According to the European Union’s statistics office Eurostat, annual inflation in the 19 nations that use the euro jumped to 5% from 4.9 percent the previous month, with energy costs driving the increase with a 26% increase.
“European inflation reached a new high of 5%, exceeding predictions and increasing for the sixth month.” This is the highest rate since 1985, although it is likely at a peak and lower than in the United States,” said Ben Laidler, global markets strategist at multi-asset investing platform eToro.
“Price increases are being caused by interruptions in the supply chain and increasing energy prices.” Natural gas costs in Europe, for example, have increased fivefold in the previous year. The European Union is seeing wildly disparate price increases, with France and Italy experiencing only 2.8% and 3.9% inflation, respectively, compared to Germany’s 5.3% and Spain’s 6.7%.”
With infections breaking records virtually every day as the Omicron form sweeps throughout Europe, eurozone GDP is anticipated to suffer at the start of this year, despite governments mostly avoiding the restrictive measures that ground their economies to a halt a year ago.
“The recent spike in Covid infections leads us to forecast first-quarter growth to be weaker than originally expected,” Oxford Economics’ Nicola Nobile stated.
“However, provided that the health situation does not result in harsh lockdowns, we expect the economy to regain lost ground by mid-year, with the overall impact this year being quite light.”
Meanwhile, the European Commission’s Economic Sentiment Indicator, a crucial indicator of the bloc’s economic health, fell more steeply than expected in December to a level last seen in May, with the prognosis for services markedly worsening and job prospects falling.
The downturn is already seen in the EU’s largest economy, Germany, where supply chain constraints have stifled the country’s enormous manufacturing sector for the most of the previous quarter, with industry unexpectedly slumping in November.
Output dipped 0.2% month on month, underscoring the impression that the German economy stopped in the fourth quarter of last year, with no signs of improvement in sight for months.
“Unfortunately, the recovery of German industry comes to an end here for the time being. The fourth wave of the pandemic and Omicron should put a stop to industrial activity “Carsten Brzeski, an economist at ING, stated.
The sole bright light for the eurozone economy was retail sales, which increased 7.8 percent year on year and 1% month on month, powered by in-store non-food purchases, demonstrating that consumer demand remained strong even as additional pandemic-related restrictions were imposed.
However, increased spending by households, who had no choice but to save their cash over the last year due to constraints, is pushing consumer prices to new highs.

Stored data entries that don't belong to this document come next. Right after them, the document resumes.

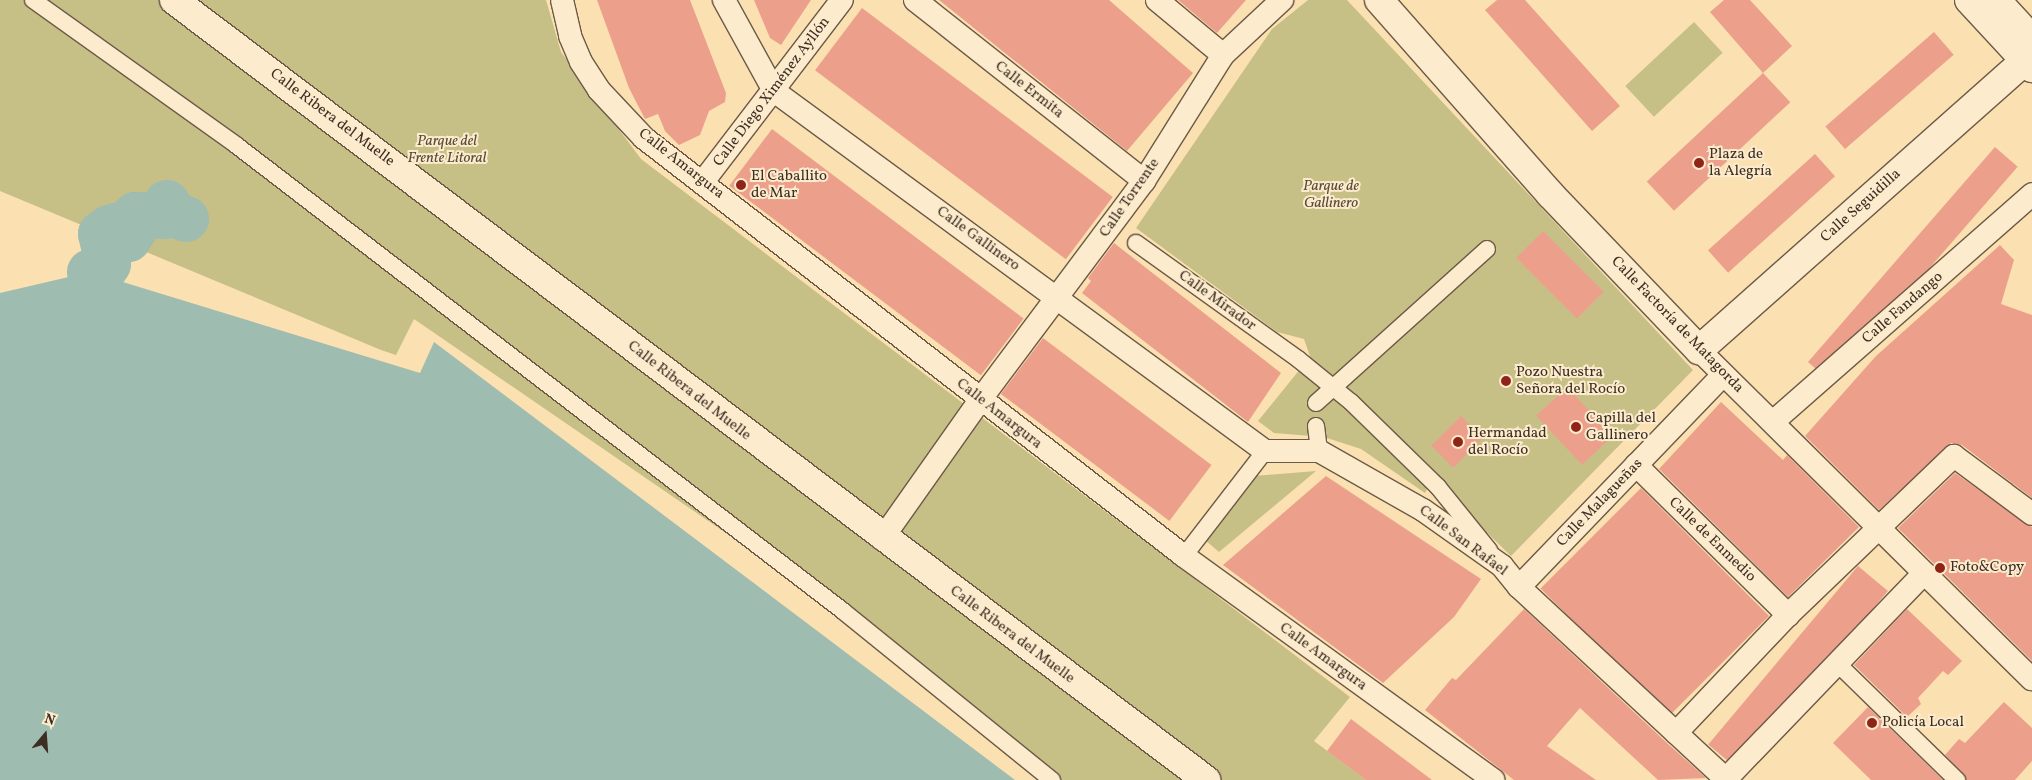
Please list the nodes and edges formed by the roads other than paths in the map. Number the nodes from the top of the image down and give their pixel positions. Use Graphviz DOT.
graph roads {
  1 [pos="33,0"];
  2 [pos="174,0"];
  3 [pos="562,0"];
  4 [pos="724,0"];
  5 [pos="842,0"];
  6 [pos="915,0"];
  7 [pos="1157,0"];
  8 [pos="1282,0"];
  9 [pos="1379,0"];
  10 [pos="1969,0"];
  11 [pos="1996,0"];
  12 [pos="1224,55"];
  13 [pos="2030,56"];
  14 [pos="774,91"];
  15 [pos="1144,181"];
  16 [pos="702,183"];
  17 [pos="2032,194"];
  18 [pos="1136,243"];
  19 [pos="1488,249"];
  20 [pos="1059,298"];
  21 [pos="1699,350"];
  22 [pos="1722,376"];
  23 [pos="1333,388"];
  24 [pos="980,400"];
  25 [pos="1316,403"];
  26 [pos="1774,421"];
  27 [pos="1316,426"];
  28 [pos="1265,451"];
  29 [pos="1319,451"];
  30 [pos="1636,466"];
  31 [pos="2032,514"];
  32 [pos="1881,528"];
  33 [pos="882,539"];
  34 [pos="1184,556"];
  35 [pos="1502,566"];
  36 [pos="1924,573"];
  37 [pos="1519,587"];
  38 [pos="1788,615"];
  39 [pos="1837,663"];
  40 [pos="2032,678"];
  41 [pos="1676,734"];
  42 [pos="1052,780"];
  43 [pos="1206,780"];
  44 [pos="1494,780"];
  45 [pos="1726,780"];
  46 [pos="1957,780"];
  1 -- 42 [label="street"];
  2 -- 33 [label="street, Calle Ribera del Muelle"];
  3 -- 16 [label="street, Calle Amargura"];
  4 -- 14 [label="street, Calle Gallinero"];
  5 -- 14 [label="street, Calle Diego Ximénez Ayllón"];
  6 -- 15 [label="street, Calle Ermita"];
  7 -- 12 [label="street"];
  8 -- 12 [label="street, Calle Torrente"];
  9 -- 21 [label="street, Calle Factoría de Matagorda"];
  10 -- 13 [label="street"];
  11 -- 13 [label="street"];
  12 -- 15 [label="street, Calle Torrente"];
  13 -- 21 [label="street, Calle Seguidilla"];
  14 -- 16 [label="street, Calle Diego Ximénez Ayllón"];
  14 -- 20 [label="street, Calle Gallinero"];
  15 -- 20 [label="street, Calle Torrente"];
  16 -- 24 [label="street, Calle Amargura"];
  17 -- 26 [label="street, Calle Fandango"];
  18 -- 23 [label="street, Calle Mirador"];
  19 -- 23 [label="street"];
  20 -- 24 [label="street, Calle Torrente"];
  20 -- 28 [label="street, Calle Gallinero"];
  21 -- 22 [label="street, Calle Factoría de Matagorda"];
  22 -- 26 [label="street, Calle Factoría de Matagorda"];
  22 -- 30 [label="street, Calle Malagueñas"];
  23 -- 25 [label="street"];
  23 -- 35 [label="street, Calle Mirador"];
  24 -- 33 [label="street, Calle Torrente"];
  24 -- 34 [label="street, Calle Amargura"];
  26 -- 32 [label="street, Calle Factoría de Matagorda"];
  27 -- 29 [label="street"];
  28 -- 29 [label="street, Calle San Rafael"];
  28 -- 34 [label="street"];
  29 -- 35 [label="street, Calle San Rafael"];
  30 -- 37 [label="street, Calle Malagueñas"];
  30 -- 38 [label="street, Calle de Enmedio"];
  31 -- 32 [label="street"];
  32 -- 36 [label="street, Calle Factoría de Matagorda"];
  32 -- 38 [label="street"];
  33 -- 43 [label="street, Calle Ribera del Muelle"];
  34 -- 44 [label="street, Calle Amargura"];
  35 -- 37 [label="street, Calle San Rafael"];
  36 -- 39 [label="street"];
  36 -- 40 [label="street, Calle Factoría de Matagorda"];
  37 -- 41 [label="street, Calle San Rafael"];
  38 -- 41 [label="street"];
  39 -- 45 [label="street"];
  39 -- 46 [label="street"];
  41 -- 45 [label="street, Calle San Rafael"];
}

According to analysts, higher inflation should be temporary as high energy costs fall.
“We believe that the peak in eurozone inflation occurred in December.” According to Jack Allen-Reynolds, senior Europe economist at Capital Economics, “base effects due to Germany’s VAT decrease in the second half of 2020, together with the re-weighting of goods in the HICP basket, are anticipated to knock approximately 0.5 percent off headline inflation in January this year.”
“In the meanwhile, energy inflation is very expected to fall dramatically.” We anticipated that energy’s contribution to headline inflation will shrink from 2.5 percent in December 2021 to nearly nil this December.”

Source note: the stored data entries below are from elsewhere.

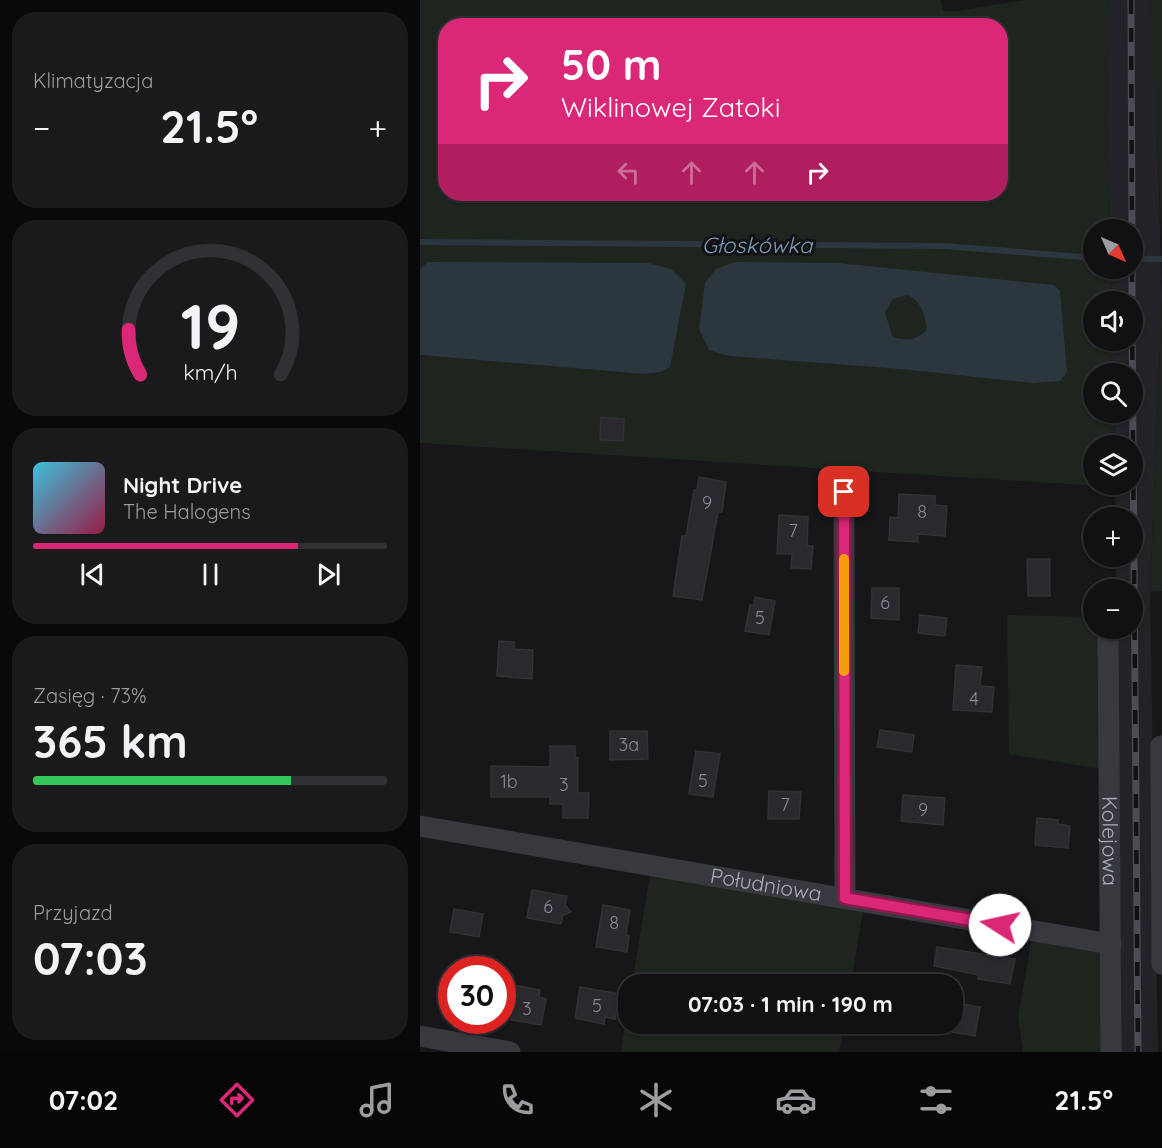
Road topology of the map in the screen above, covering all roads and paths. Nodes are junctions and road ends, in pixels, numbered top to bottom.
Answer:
1 (844, 492) dead end
2 (1108, 639) edge
3 (1161, 746) edge
4 (420, 826) edge
5 (845, 898) junction
6 (1162, 919) edge
7 (1111, 944) junction
8 (1162, 964) edge
9 (420, 1036) edge
10 (510, 1052) edge
11 (1111, 1052) edge

1 - 5 street
2 - 7 street, Kolejowa
3 - 6 street
4 - 5 street, Południowa
5 - 7 street, Południowa
6 - 8 street
7 - 11 street, Kolejowa
9 - 10 street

While the majority of the inflationary factors are transitory, many experts, including some key policymakers, are skeptical of the European Central Bank’s benign narrative that price increase would return to its 2 percent target by the end of the year.
Part of their concern is that underlying price rises – or inflation excluding volatile food and fuel costs – are also over goal, implying that industries that have been prone to low inflation over the last decade are now adapting.
“We feel we are nearing peak inflation as supply chains unwind, and we are far below the 6.8 percent mark in the United States,” Mr Laidler added.
“The ECB remains dovish, with no interest-rate hikes predicted this year.” It also keeps the euro weak, which is important for European firm revenues and exports.”